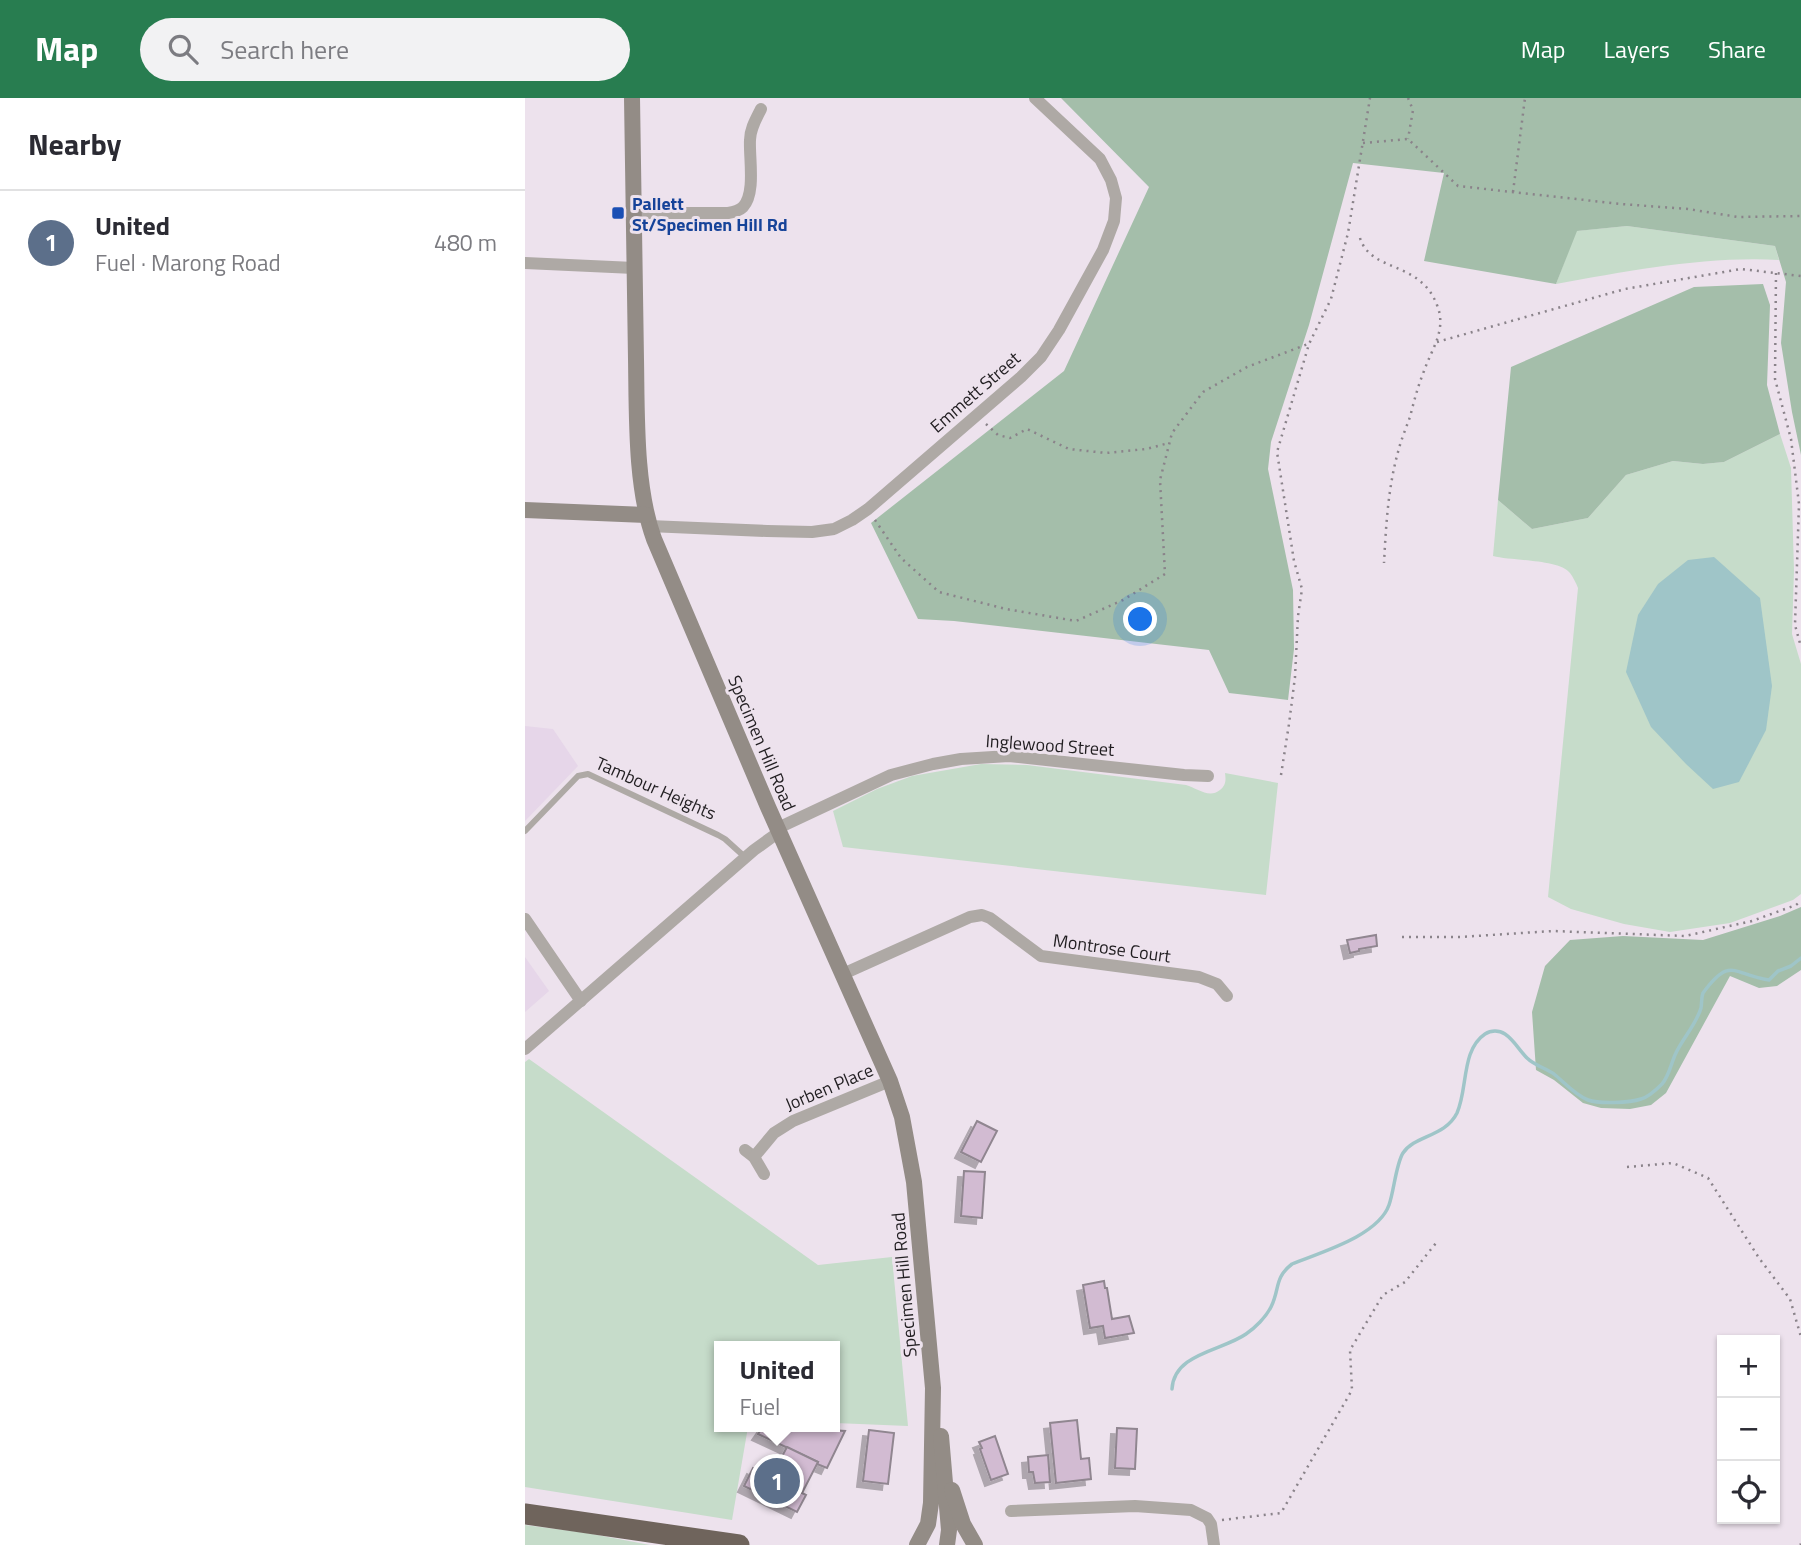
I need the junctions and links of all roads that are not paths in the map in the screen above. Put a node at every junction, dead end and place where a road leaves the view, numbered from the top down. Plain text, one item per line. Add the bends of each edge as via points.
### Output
1 (632, 98) edge
2 (1034, 98) edge
3 (761, 109) dead end
4 (634, 213) junction
5 (525, 263) edge
6 (634, 268) junction
7 (525, 510) edge
8 (648, 520) junction
9 (1208, 776) dead end
10 (778, 830) junction
11 (525, 831) edge
12 (746, 858) junction
13 (525, 919) edge
14 (843, 974) junction
15 (1227, 996) dead end
16 (582, 1001) junction
17 (525, 1049) edge
18 (890, 1081) junction
19 (764, 1174) dead end
20 (933, 1388) junction
21 (944, 1464) junction
22 (1011, 1511) dead end
23 (525, 1514) edge
24 (739, 1545) edge
25 (918, 1545) edge
26 (947, 1545) edge
27 (975, 1545) edge
28 (1213, 1545) edge

1 - 4 main road, Specimen Hill Road
2 - 8 street, Emmett Street via 1100,159 1116,198 1114,221 1103,250 1041,357 868,509 834,530 767,531
3 - 4 street via 750,138 749,198 739,210 728,214
4 - 6 main road, Specimen Hill Road
5 - 6 street
6 - 8 main road, Specimen Hill Road via 637,410
7 - 8 main road
8 - 10 main road, Specimen Hill Road
9 - 10 street, Inglewood Street via 1009,756 961,759 891,775
10 - 12 street, Inglewood Street
10 - 14 main road, Specimen Hill Road
11 - 12 lane, Tambour Heights via 578,776 588,774 726,839
12 - 16 street, Inglewood Street
13 - 16 street
14 - 15 street, Montrose Court via 982,915 1041,956 1199,977 1217,984
14 - 18 main road, Specimen Hill Road
16 - 17 street, Inglewood Street
18 - 19 street, Jorben Place via 774,1133 750,1154
18 - 20 main road, Specimen Hill Road via 914,1182
20 - 21 main road, Specimen Hill Road
20 - 25 main road, Specimen Hill Road via 931,1503
21 - 26 main road, Specimen Hill Road
21 - 27 main road
22 - 28 street via 1182,1508 1200,1513 1210,1522
23 - 24 highway

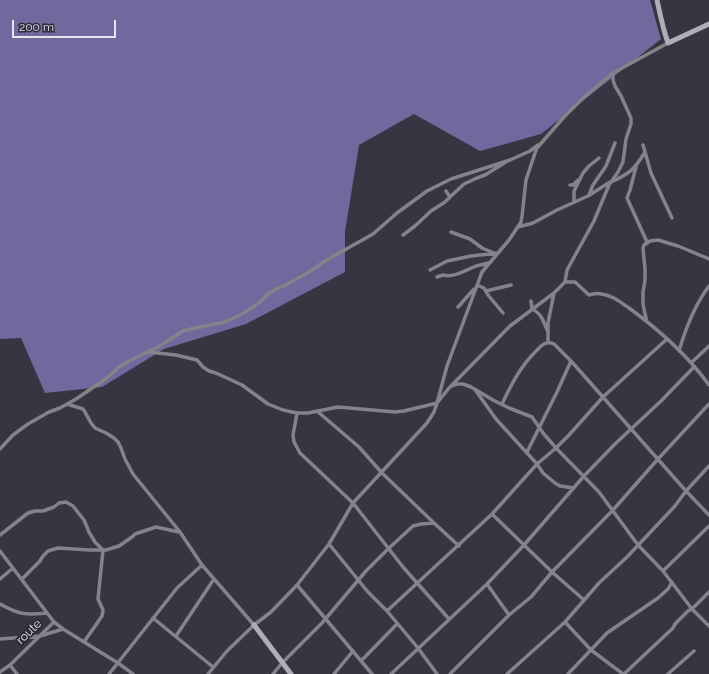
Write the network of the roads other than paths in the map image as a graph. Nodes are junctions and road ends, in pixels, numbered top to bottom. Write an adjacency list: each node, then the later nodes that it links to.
1 (657, 0): 3 (street)
2 (709, 24): 3 (street)
3 (668, 43): 4 (street)
4 (613, 73): 5 (street); 13 (street)
5 (547, 138): 10 (street); 20 (street)
6 (615, 143): 16 (street)
7 (643, 145): 8 (street)
8 (645, 152): 11 (street); 19 (street)
9 (599, 158): 12 (street)
10 (510, 160): 17 (street); 45 (street)
11 (636, 167): 13 (street); 23 (street)
12 (583, 173): 14 (street); 18 (street)
13 (611, 181): 16 (street); 29 (street)
14 (570, 185)
15 (446, 192): 17 (street)
16 (588, 196): 18 (street)
17 (450, 197): 22 (street)
18 (574, 202): 20 (street)
19 (672, 218)
20 (518, 227): 24 (street)
21 (451, 232): 24 (street)
22 (403, 235)
23 (647, 242): 25 (street); 39 (street)
24 (496, 253): 26 (street); 27 (street)
25 (709, 259)
26 (489, 263): 28 (street); 31 (street)
27 (430, 270)
28 (437, 278)
29 (565, 282): 34 (street); 39 (street)
30 (511, 285): 33 (street)
31 (477, 286): 33 (street); 36 (street); 53 (street)
32 (709, 286): 44 (street)
33 (486, 291): 38 (street)
34 (554, 293): 37 (street); 40 (street)
35 (531, 301): 37 (street)
36 (458, 306)
37 (532, 309): 40 (street); 50 (street)
38 (503, 313)
39 (648, 323): 41 (street)
40 (548, 333): 42 (street)
41 (667, 340): 44 (street); 52 (street)
42 (548, 343): 46 (street); 55 (street)
43 (709, 346): 47 (street)
44 (679, 351): 47 (street)
45 (148, 352): 54 (street); 58 (street)
46 (570, 361): 52 (street); 59 (street)
47 (691, 363): 48 (street)
48 (694, 367): 49 (street); 60 (street)
49 (709, 385)
50 (449, 388): 51 (street); 53 (street)
51 (476, 390): 55 (street); 63 (street)
52 (604, 397): 60 (street); 61 (street)
53 (436, 403): 57 (street); 67 (street)
54 (67, 404): 62 (street); 77 (street)
55 (502, 404): 59 (street)
56 (709, 404): 64 (street)
57 (317, 411): 58 (street); 67 (street)
58 (297, 413): 71 (street)
59 (539, 427): 61 (street); 63 (street)
60 (631, 428): 64 (street); 68 (street)
61 (556, 448): 65 (street); 68 (street)
62 (0, 449)
63 (527, 452): 65 (street)
64 (658, 459): 70 (street); 72 (street)
65 (537, 464): 69 (street); 73 (street)
66 (709, 466): 70 (street)
67 (382, 472): 71 (street); 75 (street)
68 (584, 476): 69 (street); 72 (street)
69 (574, 488): 82 (street)
70 (686, 491): 74 (street); 80 (street)
71 (353, 503): 79 (street); 83 (street)
72 (613, 510): 80 (street); 89 (street)
73 (492, 514): 81 (street); 82 (street)
74 (709, 515)
75 (434, 523): 81 (street); 83 (street)
76 (709, 526): 88 (street)
77 (180, 532): 84 (street); 86 (street)
78 (0, 535): 84 (street)
79 (329, 544): 93 (street); 97 (street)
80 (638, 545): 88 (street); 99 (street)
81 (459, 546): 94 (street)
82 (524, 546): 89 (street); 96 (street)
83 (388, 549): 93 (street); 94 (street)
84 (103, 550): 91 (street); 117 (street)
85 (0, 551): 87 (street)
86 (202, 565): 92 (street); 105 (street)
87 (13, 568): 90 (street); 91 (street)
88 (663, 571): 95 (street)
89 (552, 572): 99 (street); 104 (street)
90 (0, 579)
91 (22, 579): 103 (street)
92 (214, 579): 111 (street); 115 (street)
93 (359, 580): 102 (street); 107 (street)
94 (418, 582): 102 (street); 106 (street)
95 (672, 582): 101 (street); 119 (street)
96 (487, 584): 104 (street); 106 (street)
97 (297, 585): 107 (street); 111 (street)
98 (709, 592): 101 (street)
99 (584, 600): 109 (street)
100 (0, 604): 103 (street)
101 (692, 609): 112 (street); 141 (street)
102 (387, 611): 110 (street)
103 (47, 613): 108 (street)
104 (509, 615): 138 (street)
105 (153, 618): 115 (street); 124 (street)
106 (449, 618): 118 (street)
107 (326, 619): 120 (street); 123 (street)
108 (54, 622): 113 (street); 114 (street, route)
109 (565, 622): 119 (street); 139 (street)
110 (397, 624): 118 (street); 122 (street)
111 (254, 625): 123 (street); 126 (street)
112 (709, 626)
113 (63, 629): 114 (street); 117 (street)
114 (40, 636): 116 (street); 125 (street, route)
115 (176, 636): 126 (street)
116 (0, 639)
117 (84, 642): 124 (street)
118 (418, 648): 136 (street); 137 (street)
119 (591, 650): 140 (street); 141 (street)
120 (353, 651): 122 (street); 134 (street)
121 (694, 651): 142 (street)
122 (361, 661): 135 (street)
123 (282, 662): 132 (street); 133 (street)
124 (118, 663): 129 (street); 130 (street)
125 (10, 665): 127 (street, route); 128 (street)
126 (214, 667): 131 (street)
127 (0, 672)
128 (17, 674)
129 (109, 674)
130 (133, 674)
131 (208, 674)
132 (273, 674)
133 (290, 674)
134 (334, 674)
135 (372, 674)
136 (391, 674)
137 (437, 674)
138 (450, 674)
139 (506, 674)
140 (568, 674)
141 (623, 674)
142 (668, 674)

▶ **The task**
All lines with the word "junctions" should be copied from the material above.

▶ **Result**
I need the junctions and links of all roads that are not paths in the map in the screen above. Put a node at every junction, dead end and place where a road leaves the view, numbered from the top down. Plain text, one item per line. Add the bends of each edge as via points.
Write the network of the roads other than paths in the map image as a graph. Nodes are junctions and road ends, in pixels, numbered top to bottom. Write an adjacency list: each node, then the later nodes that it links to.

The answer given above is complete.